When Jay-Z first sued Buzbee anonymously in November, he claimed the high-powered Houston attorney was “shamelessly“ trying to extort him while representing dozens of plaintiffs with claims against indicted music mogul Sean Combs. Three weeks later, Buzbee filed the amended complaint naming Carter as the male celebrity who allegedly raped Doe alongside Combs when she was a minor.
Carter immediately — and vehemently — denied Doe’s allegations and confirmed he was the John Doe who filed the extortion lawsuit. The Jane Doe went on to voluntarily dismiss her entire complaint against Carter and Combs with prejudice — meaning it can’t be filed again — on Feb. 14 after admitting there were inconsistencies in her story.
Since then, Carter has filed a separate defamation lawsuit against Doe in Alabama, claiming she and Buzbee engaged in an “evil conspiracy” to extort him with the “completely fabricated” and “wildly horrific” rape claim.
In a sworn statement, Carter said that he considered Buzbee’s demand letter an “existential threat.” “I felt that Mr. Buzbee was placing a gun to my head that I either bow to his demands or endure personal and financial ruin.

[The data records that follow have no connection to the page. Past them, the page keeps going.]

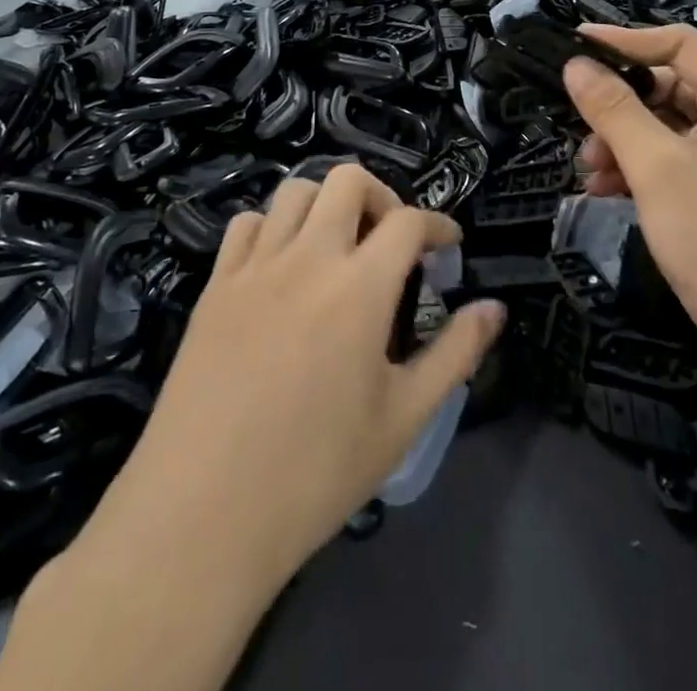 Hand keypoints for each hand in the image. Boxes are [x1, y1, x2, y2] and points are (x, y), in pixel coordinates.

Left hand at [80, 165, 503, 596]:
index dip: (437, 225)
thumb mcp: (403, 419)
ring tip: (338, 246)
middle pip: (348, 180)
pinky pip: (246, 224)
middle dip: (381, 196)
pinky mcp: (215, 286)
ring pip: (295, 190)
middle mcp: (308, 258)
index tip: (448, 246)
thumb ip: (456, 354)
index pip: (408, 221)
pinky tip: (282, 265)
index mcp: (359, 288)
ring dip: (327, 204)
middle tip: (390, 240)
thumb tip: (495, 308)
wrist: (201, 516)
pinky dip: (273, 227)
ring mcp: (255, 267)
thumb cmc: (315, 473)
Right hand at [562, 24, 696, 408]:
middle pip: (669, 87)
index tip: (575, 46)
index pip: (679, 44)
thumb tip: (575, 64)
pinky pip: (672, 164)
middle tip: (580, 129)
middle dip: (619, 106)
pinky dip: (638, 171)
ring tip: (590, 174)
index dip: (626, 40)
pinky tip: (607, 195)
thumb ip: (612, 109)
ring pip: (665, 129)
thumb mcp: (654, 166)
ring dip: (622, 143)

His actions caused me mental anguish about the ticking time bomb and what it would do to me, my family, and my hard-earned reputation,” he wrote.
Combs, meanwhile, is currently charged with sex trafficking, racketeering conspiracy, and transportation to engage in prostitution. If convicted, he faces 15 years to life in prison. His criminal trial is set to begin May 5 in New York.
Combs has been sued by dozens of plaintiffs alleging sexual misconduct. The music mogul, 55, denies any wrongdoing. “No matter how many lawsuits are filed, it won’t change the fact that Mr. Combs has never sexually assaulted or sex-trafficked anyone — man or woman, adult or minor,” his lawyers previously told Rolling Stone.